:: Task goal ::
Using the material that follows, identify and copy each line with the string "Knutstorpsgatan".

= Beginning of Section =

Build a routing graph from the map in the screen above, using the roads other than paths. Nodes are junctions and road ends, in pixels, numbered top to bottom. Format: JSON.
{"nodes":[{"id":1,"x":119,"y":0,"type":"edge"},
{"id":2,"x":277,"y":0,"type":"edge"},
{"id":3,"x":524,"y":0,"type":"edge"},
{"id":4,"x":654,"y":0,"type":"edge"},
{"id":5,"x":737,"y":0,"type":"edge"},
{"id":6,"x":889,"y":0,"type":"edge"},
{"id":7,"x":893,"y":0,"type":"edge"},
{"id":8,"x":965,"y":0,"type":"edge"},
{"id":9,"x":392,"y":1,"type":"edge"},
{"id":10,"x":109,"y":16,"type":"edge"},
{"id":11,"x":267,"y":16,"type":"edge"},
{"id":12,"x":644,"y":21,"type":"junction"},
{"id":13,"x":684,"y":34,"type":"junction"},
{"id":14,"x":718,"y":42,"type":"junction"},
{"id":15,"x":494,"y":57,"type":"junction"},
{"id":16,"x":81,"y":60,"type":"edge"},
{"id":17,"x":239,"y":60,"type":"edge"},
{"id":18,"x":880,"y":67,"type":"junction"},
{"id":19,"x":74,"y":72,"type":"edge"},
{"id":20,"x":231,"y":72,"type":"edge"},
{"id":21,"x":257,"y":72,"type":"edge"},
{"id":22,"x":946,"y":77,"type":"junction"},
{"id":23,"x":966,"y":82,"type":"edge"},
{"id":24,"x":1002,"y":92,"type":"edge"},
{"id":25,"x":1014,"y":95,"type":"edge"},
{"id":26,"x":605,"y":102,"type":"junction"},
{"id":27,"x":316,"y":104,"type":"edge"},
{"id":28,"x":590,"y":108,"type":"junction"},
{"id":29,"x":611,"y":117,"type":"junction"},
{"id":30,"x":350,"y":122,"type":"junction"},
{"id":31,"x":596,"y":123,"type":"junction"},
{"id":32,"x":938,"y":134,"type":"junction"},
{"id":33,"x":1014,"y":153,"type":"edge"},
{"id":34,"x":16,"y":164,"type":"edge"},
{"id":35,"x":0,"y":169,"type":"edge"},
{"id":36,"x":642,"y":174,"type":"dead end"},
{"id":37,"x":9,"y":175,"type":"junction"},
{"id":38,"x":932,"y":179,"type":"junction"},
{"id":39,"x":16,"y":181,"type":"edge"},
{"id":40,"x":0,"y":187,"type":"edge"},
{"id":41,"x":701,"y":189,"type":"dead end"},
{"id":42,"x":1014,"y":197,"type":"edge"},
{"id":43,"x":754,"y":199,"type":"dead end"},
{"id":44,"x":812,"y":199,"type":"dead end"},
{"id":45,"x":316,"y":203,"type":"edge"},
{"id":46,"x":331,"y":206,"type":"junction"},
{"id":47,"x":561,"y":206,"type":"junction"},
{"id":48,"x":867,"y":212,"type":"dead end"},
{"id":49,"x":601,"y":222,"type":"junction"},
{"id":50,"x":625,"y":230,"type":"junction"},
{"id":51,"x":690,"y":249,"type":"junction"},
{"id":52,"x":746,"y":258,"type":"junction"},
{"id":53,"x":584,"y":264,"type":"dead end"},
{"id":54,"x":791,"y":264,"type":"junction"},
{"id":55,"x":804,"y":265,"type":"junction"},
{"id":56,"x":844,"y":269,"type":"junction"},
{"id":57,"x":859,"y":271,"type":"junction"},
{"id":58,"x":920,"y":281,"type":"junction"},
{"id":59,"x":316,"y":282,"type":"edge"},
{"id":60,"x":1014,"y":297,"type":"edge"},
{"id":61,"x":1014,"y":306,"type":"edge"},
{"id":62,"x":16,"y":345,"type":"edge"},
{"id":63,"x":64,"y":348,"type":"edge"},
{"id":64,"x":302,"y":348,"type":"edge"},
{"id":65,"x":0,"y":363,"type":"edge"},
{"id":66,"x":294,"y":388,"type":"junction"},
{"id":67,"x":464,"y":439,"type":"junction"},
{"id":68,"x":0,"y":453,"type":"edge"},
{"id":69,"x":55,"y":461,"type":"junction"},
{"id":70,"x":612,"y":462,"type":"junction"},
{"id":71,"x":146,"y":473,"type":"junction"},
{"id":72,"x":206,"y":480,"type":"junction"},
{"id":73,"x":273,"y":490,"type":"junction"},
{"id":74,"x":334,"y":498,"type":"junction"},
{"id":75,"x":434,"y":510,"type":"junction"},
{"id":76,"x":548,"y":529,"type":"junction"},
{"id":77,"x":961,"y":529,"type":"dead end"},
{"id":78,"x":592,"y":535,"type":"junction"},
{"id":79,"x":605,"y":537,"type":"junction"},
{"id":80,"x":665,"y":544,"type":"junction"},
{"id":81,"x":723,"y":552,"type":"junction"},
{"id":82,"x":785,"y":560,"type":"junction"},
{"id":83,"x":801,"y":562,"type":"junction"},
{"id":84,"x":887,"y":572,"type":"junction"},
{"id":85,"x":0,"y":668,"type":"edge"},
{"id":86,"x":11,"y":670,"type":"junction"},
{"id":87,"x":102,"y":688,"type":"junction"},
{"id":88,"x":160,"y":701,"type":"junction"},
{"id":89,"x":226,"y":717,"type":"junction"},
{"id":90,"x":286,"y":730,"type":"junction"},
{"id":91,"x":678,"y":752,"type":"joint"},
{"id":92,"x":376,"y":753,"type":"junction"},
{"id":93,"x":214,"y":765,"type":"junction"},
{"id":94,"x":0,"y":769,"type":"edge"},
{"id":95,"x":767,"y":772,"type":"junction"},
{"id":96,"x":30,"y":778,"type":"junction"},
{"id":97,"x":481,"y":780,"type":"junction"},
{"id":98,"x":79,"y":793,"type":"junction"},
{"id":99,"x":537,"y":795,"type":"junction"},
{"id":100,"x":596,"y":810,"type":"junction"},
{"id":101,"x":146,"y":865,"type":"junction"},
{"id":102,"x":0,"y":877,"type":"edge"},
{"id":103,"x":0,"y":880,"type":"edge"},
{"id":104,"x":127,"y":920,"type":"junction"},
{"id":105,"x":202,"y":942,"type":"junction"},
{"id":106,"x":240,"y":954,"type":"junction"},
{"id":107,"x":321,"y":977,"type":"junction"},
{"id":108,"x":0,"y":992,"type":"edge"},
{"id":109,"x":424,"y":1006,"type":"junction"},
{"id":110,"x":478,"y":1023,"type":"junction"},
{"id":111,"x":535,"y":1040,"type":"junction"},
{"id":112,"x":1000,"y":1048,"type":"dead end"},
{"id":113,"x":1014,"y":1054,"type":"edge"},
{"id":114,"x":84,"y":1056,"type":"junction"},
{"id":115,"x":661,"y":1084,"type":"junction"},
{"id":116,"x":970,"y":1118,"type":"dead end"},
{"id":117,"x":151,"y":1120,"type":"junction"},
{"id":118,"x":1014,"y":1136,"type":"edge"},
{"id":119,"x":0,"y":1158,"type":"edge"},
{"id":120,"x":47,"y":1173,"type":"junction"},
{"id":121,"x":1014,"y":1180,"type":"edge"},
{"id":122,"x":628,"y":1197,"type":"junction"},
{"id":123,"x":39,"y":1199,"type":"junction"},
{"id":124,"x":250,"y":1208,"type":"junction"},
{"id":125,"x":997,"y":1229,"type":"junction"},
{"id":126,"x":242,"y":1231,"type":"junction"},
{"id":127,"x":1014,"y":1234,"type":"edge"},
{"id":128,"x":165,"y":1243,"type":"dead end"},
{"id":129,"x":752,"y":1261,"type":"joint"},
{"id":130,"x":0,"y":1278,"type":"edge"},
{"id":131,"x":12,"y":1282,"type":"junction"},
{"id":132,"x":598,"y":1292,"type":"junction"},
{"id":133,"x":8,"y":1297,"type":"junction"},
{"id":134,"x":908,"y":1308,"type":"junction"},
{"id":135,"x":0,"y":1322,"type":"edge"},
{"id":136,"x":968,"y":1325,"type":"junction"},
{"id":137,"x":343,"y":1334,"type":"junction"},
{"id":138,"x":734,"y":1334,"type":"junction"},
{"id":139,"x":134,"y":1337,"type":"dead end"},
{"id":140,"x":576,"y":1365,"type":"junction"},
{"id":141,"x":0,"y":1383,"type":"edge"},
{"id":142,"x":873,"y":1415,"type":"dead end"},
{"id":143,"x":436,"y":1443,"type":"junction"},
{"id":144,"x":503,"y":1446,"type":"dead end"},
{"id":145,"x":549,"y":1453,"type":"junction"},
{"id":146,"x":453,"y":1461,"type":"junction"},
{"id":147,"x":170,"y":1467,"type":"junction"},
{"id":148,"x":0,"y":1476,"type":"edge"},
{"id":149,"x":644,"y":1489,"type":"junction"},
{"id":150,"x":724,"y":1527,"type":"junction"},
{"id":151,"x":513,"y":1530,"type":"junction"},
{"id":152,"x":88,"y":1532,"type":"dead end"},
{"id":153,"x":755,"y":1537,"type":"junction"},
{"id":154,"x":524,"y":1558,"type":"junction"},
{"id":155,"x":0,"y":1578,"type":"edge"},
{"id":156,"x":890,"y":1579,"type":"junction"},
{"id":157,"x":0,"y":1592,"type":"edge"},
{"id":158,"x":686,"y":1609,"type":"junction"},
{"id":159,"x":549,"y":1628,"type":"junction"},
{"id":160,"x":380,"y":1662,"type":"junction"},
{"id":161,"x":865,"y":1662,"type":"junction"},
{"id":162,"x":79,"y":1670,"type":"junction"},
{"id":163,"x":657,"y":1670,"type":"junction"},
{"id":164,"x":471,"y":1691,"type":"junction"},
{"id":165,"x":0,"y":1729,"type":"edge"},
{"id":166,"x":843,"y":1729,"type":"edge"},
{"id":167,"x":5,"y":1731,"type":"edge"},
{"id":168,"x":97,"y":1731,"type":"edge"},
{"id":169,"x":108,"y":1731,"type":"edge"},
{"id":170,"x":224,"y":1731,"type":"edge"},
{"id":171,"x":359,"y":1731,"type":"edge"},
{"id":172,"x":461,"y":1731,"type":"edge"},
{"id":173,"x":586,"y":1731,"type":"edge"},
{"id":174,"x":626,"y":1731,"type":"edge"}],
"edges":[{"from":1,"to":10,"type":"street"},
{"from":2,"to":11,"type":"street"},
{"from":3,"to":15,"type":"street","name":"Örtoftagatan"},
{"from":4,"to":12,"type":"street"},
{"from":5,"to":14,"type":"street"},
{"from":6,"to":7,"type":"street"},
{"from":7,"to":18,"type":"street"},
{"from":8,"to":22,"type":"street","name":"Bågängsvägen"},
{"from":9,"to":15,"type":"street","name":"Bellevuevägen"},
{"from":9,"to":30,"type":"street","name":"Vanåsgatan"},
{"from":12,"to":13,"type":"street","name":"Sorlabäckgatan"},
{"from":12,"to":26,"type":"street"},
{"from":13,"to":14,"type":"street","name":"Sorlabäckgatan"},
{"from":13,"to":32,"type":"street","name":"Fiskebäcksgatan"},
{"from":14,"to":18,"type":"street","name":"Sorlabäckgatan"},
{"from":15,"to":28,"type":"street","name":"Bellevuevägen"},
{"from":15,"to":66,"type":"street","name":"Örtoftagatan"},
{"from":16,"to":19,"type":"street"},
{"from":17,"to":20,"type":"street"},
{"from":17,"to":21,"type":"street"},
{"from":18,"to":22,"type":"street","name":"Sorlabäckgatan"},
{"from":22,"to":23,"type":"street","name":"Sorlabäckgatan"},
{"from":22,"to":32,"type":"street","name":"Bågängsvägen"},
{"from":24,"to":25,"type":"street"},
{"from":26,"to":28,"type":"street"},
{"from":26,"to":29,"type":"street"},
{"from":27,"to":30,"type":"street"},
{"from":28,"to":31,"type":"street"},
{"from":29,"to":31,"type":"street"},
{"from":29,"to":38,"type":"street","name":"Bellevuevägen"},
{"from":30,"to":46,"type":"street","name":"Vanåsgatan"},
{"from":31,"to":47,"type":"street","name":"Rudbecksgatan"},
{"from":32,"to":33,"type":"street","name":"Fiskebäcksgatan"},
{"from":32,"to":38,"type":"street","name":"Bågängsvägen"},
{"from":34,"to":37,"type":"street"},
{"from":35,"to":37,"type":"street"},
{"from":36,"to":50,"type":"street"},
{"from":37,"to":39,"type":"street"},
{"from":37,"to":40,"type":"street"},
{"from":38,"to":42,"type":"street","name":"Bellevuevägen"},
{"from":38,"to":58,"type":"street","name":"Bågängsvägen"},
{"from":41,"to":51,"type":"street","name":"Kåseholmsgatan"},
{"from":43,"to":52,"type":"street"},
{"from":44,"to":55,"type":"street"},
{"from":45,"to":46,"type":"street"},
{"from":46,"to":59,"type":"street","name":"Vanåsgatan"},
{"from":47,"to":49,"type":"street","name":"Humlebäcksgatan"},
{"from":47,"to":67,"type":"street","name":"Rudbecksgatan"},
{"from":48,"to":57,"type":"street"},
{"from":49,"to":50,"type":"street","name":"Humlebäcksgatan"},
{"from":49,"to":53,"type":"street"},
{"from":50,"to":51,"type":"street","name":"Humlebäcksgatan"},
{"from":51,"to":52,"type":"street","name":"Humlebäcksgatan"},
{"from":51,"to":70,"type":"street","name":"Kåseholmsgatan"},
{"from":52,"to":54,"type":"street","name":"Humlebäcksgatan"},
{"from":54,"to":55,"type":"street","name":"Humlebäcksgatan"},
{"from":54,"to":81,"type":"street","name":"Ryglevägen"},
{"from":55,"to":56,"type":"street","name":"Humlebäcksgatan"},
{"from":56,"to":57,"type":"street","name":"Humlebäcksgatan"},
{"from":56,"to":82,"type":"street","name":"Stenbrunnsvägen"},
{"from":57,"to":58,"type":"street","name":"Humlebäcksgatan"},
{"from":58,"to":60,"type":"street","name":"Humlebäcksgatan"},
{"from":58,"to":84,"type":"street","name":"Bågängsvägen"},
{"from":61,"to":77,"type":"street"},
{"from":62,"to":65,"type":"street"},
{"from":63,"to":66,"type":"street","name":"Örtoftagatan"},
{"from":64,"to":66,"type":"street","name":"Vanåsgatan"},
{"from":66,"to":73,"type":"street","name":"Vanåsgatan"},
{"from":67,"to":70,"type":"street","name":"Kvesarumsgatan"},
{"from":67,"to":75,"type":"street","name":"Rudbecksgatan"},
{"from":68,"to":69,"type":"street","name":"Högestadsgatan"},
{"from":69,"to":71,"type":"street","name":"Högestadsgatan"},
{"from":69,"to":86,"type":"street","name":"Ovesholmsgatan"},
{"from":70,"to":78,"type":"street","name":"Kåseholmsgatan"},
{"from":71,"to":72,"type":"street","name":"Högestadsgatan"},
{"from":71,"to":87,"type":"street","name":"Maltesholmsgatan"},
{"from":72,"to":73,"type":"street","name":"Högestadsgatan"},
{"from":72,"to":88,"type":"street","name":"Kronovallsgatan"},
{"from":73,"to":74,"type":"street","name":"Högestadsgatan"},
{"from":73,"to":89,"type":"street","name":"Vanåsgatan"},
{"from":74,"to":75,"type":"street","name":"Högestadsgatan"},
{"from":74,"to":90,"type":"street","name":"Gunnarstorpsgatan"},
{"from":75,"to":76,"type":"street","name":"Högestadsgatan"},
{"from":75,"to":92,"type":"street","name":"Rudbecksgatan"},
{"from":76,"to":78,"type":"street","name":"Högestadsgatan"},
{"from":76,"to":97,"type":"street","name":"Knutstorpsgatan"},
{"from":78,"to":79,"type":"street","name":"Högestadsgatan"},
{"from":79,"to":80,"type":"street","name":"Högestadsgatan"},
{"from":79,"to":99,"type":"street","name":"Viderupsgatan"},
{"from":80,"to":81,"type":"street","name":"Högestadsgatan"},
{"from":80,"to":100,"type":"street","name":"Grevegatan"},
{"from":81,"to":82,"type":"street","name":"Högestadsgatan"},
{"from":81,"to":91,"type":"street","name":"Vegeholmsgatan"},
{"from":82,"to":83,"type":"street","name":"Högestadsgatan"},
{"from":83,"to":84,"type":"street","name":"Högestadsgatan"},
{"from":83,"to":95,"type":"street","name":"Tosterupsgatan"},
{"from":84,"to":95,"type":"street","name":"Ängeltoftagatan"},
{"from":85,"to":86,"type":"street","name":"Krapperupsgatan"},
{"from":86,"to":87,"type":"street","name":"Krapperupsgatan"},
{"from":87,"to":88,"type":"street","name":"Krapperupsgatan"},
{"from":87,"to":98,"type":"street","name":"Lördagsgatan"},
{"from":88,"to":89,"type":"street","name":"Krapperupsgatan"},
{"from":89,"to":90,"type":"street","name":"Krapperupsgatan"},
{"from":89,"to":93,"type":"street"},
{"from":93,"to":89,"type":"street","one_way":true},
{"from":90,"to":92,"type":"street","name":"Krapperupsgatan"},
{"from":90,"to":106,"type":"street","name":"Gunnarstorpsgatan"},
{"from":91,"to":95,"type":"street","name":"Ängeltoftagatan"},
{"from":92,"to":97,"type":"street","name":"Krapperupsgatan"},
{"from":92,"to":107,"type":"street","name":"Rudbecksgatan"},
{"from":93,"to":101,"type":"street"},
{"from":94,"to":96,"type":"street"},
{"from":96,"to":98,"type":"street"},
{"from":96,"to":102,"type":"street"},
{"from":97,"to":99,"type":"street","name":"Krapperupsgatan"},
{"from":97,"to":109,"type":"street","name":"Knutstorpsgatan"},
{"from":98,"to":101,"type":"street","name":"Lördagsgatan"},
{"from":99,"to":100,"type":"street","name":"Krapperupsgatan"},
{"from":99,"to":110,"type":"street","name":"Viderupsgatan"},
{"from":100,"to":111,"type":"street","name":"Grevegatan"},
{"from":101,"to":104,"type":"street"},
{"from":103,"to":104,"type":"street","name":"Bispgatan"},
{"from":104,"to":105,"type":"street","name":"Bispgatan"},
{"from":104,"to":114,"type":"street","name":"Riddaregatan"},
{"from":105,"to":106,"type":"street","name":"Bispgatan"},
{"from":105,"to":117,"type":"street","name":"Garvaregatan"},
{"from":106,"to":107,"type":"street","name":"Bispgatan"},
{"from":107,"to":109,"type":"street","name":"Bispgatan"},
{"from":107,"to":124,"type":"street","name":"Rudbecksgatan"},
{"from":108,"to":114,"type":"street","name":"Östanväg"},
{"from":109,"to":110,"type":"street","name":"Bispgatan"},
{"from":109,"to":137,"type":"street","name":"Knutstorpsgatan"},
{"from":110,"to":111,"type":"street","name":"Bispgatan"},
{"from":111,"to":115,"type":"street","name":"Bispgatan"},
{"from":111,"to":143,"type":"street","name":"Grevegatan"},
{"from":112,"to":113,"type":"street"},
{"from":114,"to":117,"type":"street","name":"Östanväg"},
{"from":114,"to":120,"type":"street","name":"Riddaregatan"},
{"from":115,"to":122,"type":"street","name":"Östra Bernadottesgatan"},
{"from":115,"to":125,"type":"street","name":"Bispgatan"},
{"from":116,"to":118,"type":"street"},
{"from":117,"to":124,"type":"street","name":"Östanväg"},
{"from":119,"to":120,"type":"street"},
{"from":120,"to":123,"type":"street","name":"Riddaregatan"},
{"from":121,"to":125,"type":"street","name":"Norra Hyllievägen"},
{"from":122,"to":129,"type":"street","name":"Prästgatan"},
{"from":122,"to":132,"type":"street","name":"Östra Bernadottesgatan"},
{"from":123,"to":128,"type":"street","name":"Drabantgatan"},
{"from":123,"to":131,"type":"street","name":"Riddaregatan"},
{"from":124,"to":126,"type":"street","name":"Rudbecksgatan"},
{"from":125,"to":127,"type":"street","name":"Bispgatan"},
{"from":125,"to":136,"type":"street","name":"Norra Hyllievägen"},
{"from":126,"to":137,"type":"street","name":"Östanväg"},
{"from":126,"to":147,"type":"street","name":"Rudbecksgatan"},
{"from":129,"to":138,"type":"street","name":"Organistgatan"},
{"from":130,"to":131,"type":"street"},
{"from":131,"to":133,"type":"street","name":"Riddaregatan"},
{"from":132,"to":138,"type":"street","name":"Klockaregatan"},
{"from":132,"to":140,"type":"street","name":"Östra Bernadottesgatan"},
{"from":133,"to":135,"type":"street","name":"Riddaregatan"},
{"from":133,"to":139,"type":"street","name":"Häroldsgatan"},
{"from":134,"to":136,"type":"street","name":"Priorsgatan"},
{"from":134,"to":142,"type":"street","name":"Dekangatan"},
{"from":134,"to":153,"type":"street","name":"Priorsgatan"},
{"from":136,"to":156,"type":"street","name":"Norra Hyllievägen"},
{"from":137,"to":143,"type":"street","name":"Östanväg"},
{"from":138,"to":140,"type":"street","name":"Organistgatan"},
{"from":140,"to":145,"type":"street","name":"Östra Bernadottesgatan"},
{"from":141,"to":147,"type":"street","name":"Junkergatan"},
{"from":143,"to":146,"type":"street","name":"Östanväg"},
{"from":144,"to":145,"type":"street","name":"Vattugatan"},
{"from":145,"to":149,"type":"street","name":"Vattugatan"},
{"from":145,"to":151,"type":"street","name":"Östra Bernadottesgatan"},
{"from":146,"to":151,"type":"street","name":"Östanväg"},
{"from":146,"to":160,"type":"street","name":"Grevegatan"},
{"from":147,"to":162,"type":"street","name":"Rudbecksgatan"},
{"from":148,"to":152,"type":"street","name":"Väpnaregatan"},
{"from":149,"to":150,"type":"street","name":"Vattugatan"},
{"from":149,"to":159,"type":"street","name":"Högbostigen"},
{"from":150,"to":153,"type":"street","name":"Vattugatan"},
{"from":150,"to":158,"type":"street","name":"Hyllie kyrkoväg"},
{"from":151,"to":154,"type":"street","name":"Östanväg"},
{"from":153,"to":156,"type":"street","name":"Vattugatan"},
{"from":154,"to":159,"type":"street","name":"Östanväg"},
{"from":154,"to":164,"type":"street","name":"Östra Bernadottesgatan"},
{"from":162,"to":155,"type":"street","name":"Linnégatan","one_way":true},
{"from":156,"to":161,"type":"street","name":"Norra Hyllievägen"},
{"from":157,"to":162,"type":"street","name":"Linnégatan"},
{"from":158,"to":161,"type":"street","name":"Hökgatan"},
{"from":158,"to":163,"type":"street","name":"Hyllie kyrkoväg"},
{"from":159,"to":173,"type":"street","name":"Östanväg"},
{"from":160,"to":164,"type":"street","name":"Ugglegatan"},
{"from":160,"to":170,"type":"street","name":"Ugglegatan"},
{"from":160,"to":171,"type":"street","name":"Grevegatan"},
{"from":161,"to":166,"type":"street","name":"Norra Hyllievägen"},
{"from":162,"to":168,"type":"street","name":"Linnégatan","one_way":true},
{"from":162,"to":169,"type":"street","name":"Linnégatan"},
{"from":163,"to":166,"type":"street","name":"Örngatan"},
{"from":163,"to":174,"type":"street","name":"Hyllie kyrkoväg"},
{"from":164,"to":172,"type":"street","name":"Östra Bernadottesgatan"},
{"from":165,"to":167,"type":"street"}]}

= End of Section =

:: Answer box ::
{"from":76,"to":97,"type":"street","name":"Knutstorpsgatan"},
{"from":97,"to":109,"type":"street","name":"Knutstorpsgatan"},
{"from":109,"to":137,"type":"street","name":"Knutstorpsgatan"},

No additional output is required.